Era ya tarde en la noche cuando Adela comenzo a escribir. Escribió de un tirón, con furia y sin parar hasta entrada la madrugada.
Escribía al principio acerca de sus historias de niña, árboles , animales, el bosque. Luego incorporó a su peregrina historia la lluvia, el frío, una piedra negra…
Mas tarde, a estas divagaciones sin sentido le siguieron lagrimas , derramadas primero gota a gota, luego en silenciosa cascada sobre el papel mientras escribía, mas bien garabateaba un suceso acaecido poco tiempo atras y para lo cual todo lo anterior no habia sido más que una excusa, una introducción sólo necesaria para su alma que no encontraba la forma de comenzar a desahogar su inquietud
Adela tenía trece años
Asistía a la escuela intermedia, no era tonta, pero muy frecuentemente era calificada de distraída. Solía sorprender tanto a sus maestros como a sus poco discretos compañeros de clase que murmuraban por lo bajo cada vez que la maestra la llamaba a la pizarra.
Sorprendia cuando, sin parecer que prestaba demasiada atención, sacaba las conclusiones mas acertadas de las explicaciones que la fastidiada y acalorada maestra de Historia trataba de hacer entender al grupo de estudiantes, comentadores, hormonas al galope que la observaban con indiferencia perruna.
Entonces Adela hablaba, y toda la clase se callaba de golpe.. Su voz era profunda, inquietante, y se expresaba con una precisión demasiado extraña para su edad, y aparente distracción juvenil.
La maestra entonces la miraba sobre sus lentillas rojas, entre extrañada y sorprendida de que alguien en aquella aula casi en ebullicion por el sol del trópico a las 11:45 de la mañana, le estuviera prestando atención en realidad..

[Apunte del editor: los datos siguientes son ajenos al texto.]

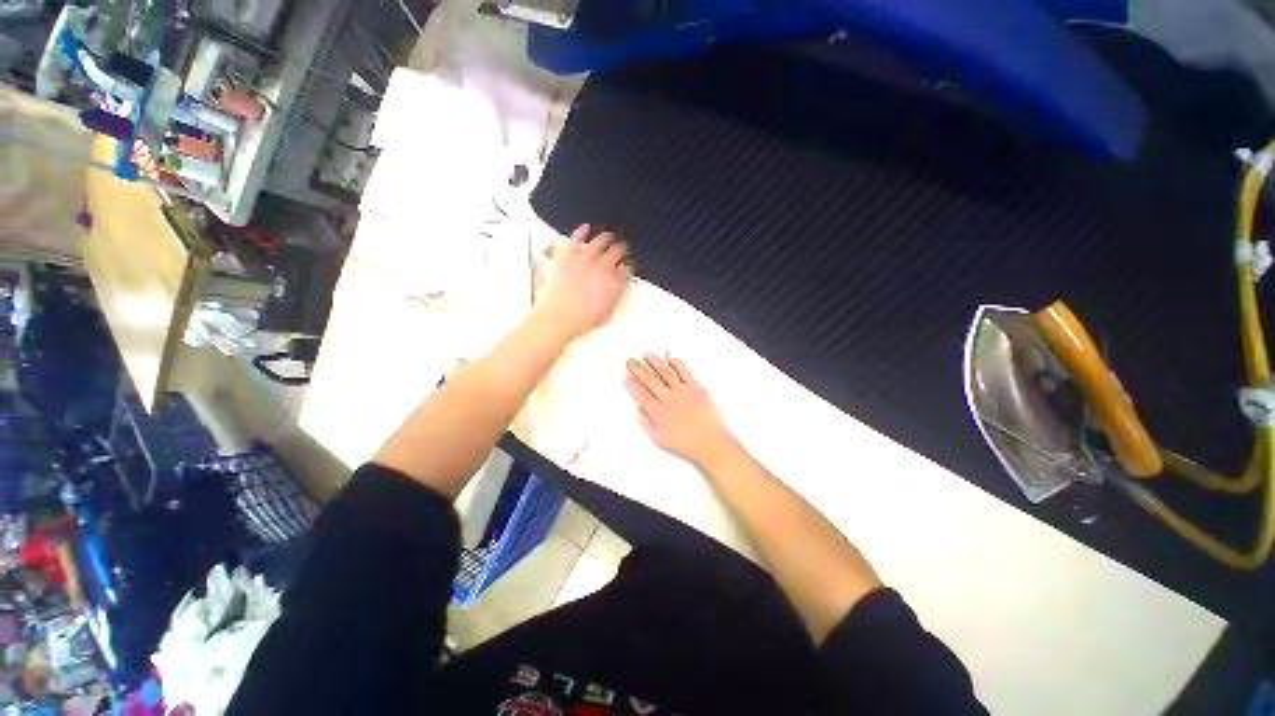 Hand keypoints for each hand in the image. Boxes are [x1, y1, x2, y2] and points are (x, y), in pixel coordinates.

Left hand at [535, 224, 629, 339]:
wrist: (558, 318)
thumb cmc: (581, 320)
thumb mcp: (606, 314)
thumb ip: (615, 297)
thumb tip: (619, 288)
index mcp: (615, 283)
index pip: (626, 268)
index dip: (626, 266)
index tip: (625, 265)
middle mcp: (603, 268)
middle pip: (617, 251)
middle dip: (621, 249)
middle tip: (621, 247)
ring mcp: (585, 259)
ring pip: (600, 241)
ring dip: (606, 237)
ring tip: (609, 235)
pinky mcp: (568, 255)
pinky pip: (577, 238)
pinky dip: (582, 231)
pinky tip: (586, 227)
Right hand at [625, 353, 739, 466]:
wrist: (711, 444)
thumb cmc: (687, 445)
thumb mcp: (659, 440)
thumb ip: (646, 423)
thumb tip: (637, 411)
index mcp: (658, 412)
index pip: (640, 393)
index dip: (632, 384)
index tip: (626, 377)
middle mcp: (669, 399)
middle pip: (650, 379)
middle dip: (638, 368)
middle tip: (631, 361)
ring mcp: (683, 392)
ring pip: (665, 372)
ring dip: (654, 361)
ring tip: (647, 354)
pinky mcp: (696, 389)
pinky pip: (685, 372)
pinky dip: (677, 363)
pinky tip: (670, 357) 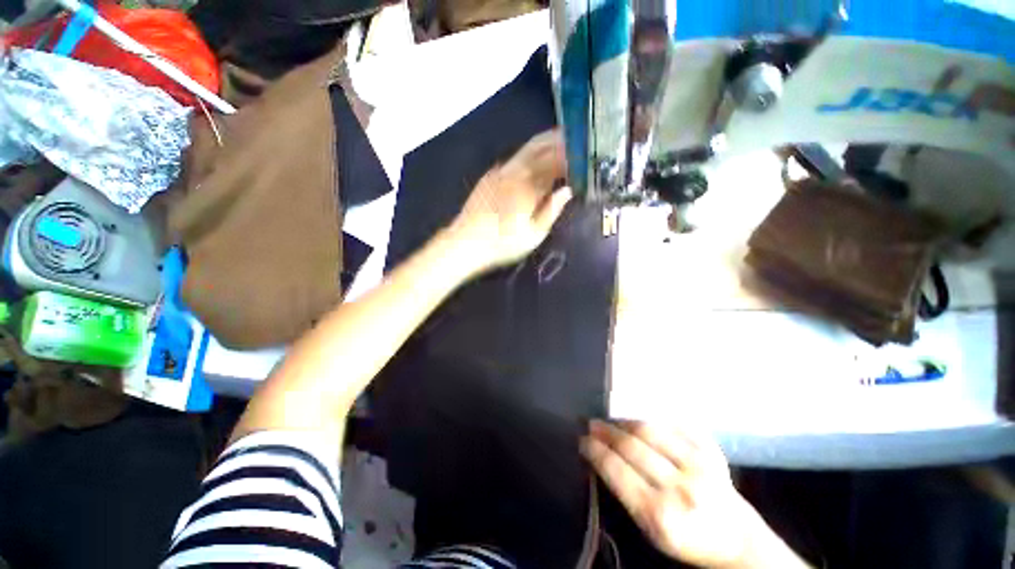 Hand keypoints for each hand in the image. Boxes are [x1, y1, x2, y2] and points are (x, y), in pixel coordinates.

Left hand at [447, 129, 572, 275]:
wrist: (465, 243)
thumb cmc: (503, 243)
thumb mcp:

Mas tarde agradecida, de saber que no clamaba, Bueno, casi, no clamaba en el desierto…
Pero luego … razonaba sintiendo una especie de escalofrío, este argumento es demasiado lógico, demasiado articulado para una mente tan tierna…
Debe ser el calor…ya casi es hora del recreo.
Y pasemos a otro tema, jóvenes por favor… dando las gracias abruptamente a la jovencita que la miraba como sorprendida por su interrupción nada magisterial.
Fue entonces cuando Adela, acercándose de vuelta al descascarado pupitre con pasos apresurados, al tomar aliento percibió un olor seco, rústico, familiar, estremecedor por lo inesperado, y preocupante por lo fuera de contexto que se encontraba…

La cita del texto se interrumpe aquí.